··· Provided material

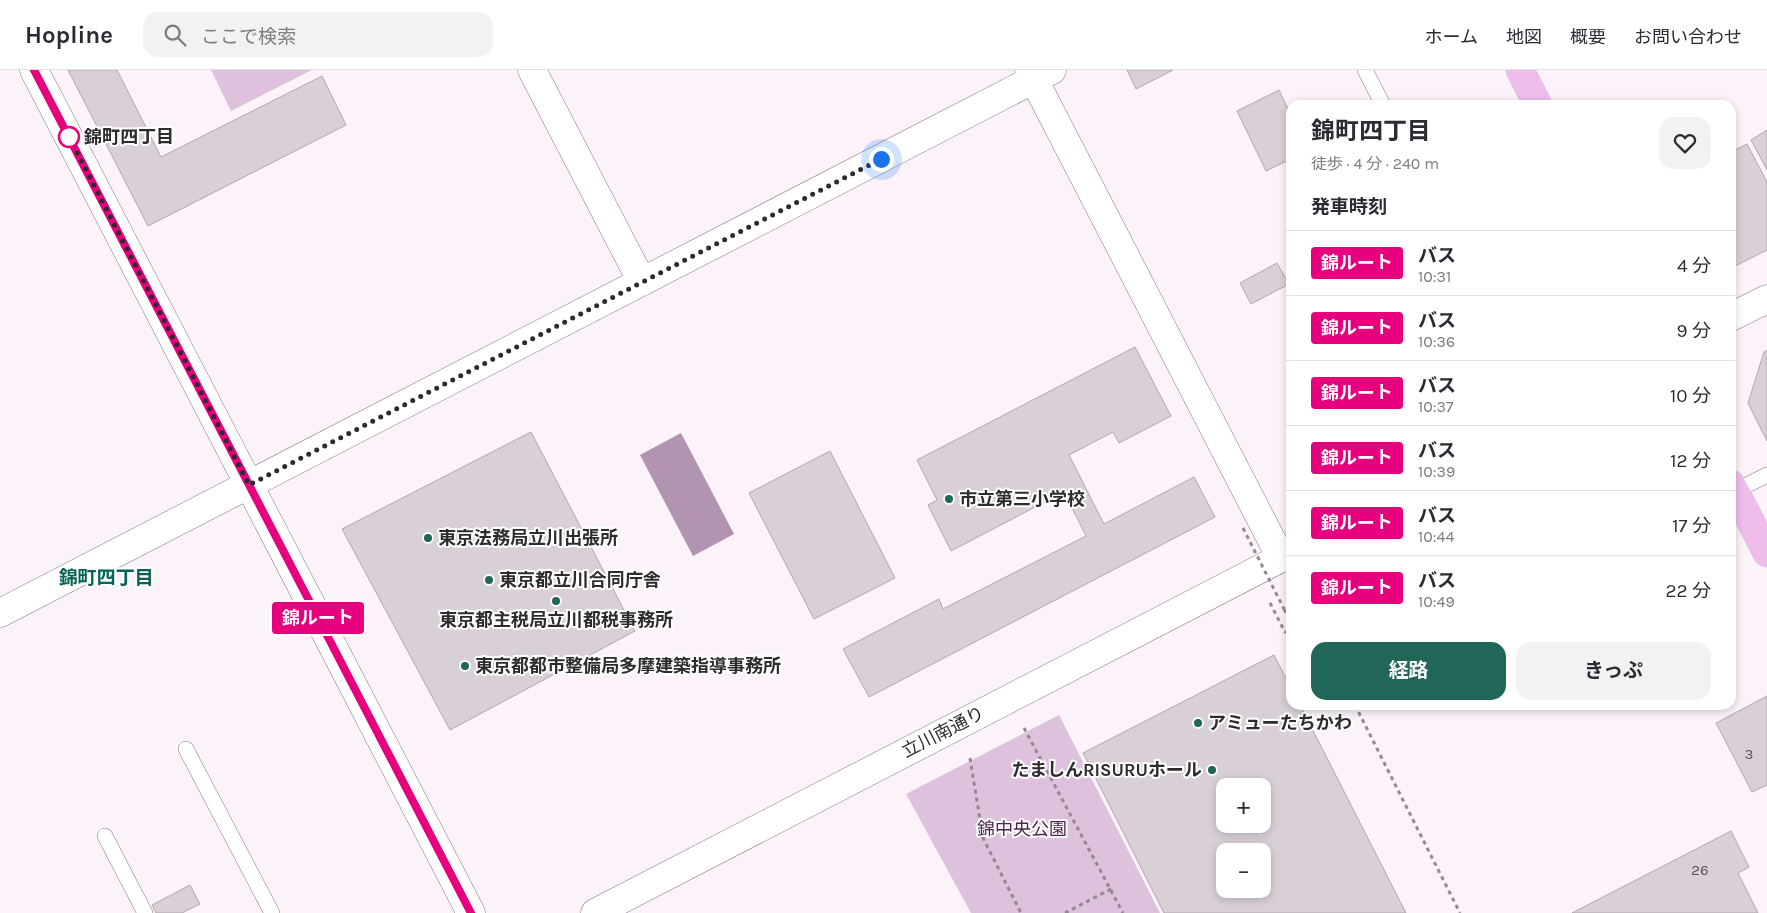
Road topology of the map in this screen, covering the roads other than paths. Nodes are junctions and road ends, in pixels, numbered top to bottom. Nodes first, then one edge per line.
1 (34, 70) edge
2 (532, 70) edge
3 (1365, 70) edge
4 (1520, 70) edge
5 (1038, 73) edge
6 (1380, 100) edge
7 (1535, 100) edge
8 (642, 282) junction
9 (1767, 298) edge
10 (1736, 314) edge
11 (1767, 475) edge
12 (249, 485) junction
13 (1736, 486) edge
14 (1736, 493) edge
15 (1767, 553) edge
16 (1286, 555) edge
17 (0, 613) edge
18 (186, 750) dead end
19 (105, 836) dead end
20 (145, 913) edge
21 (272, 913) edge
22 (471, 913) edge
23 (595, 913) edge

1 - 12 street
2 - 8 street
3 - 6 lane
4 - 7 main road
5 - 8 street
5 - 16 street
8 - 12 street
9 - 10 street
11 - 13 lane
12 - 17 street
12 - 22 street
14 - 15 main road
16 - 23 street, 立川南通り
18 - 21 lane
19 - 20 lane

······

What to do
Above are records with pictures; repeat the records exactly and leave the pictures out.

Response
Road topology of the map in this screen, covering the roads other than paths. Nodes are junctions and road ends, in pixels, numbered top to bottom. Nodes first, then one edge per line.
1 (34, 70) edge
2 (532, 70) edge
3 (1365, 70) edge
4 (1520, 70) edge
5 (1038, 73) edge
6 (1380, 100) edge
7 (1535, 100) edge
8 (642, 282) junction
9 (1767, 298) edge
10 (1736, 314) edge
11 (1767, 475) edge
12 (249, 485) junction
13 (1736, 486) edge
14 (1736, 493) edge
15 (1767, 553) edge
16 (1286, 555) edge
17 (0, 613) edge
18 (186, 750) dead end
19 (105, 836) dead end
20 (145, 913) edge
21 (272, 913) edge
22 (471, 913) edge
23 (595, 913) edge

1 - 12 street
2 - 8 street
3 - 6 lane
4 - 7 main road
5 - 8 street
5 - 16 street
8 - 12 street
9 - 10 street
11 - 13 lane
12 - 17 street
12 - 22 street
14 - 15 main road
16 - 23 street, 立川南通り
18 - 21 lane
19 - 20 lane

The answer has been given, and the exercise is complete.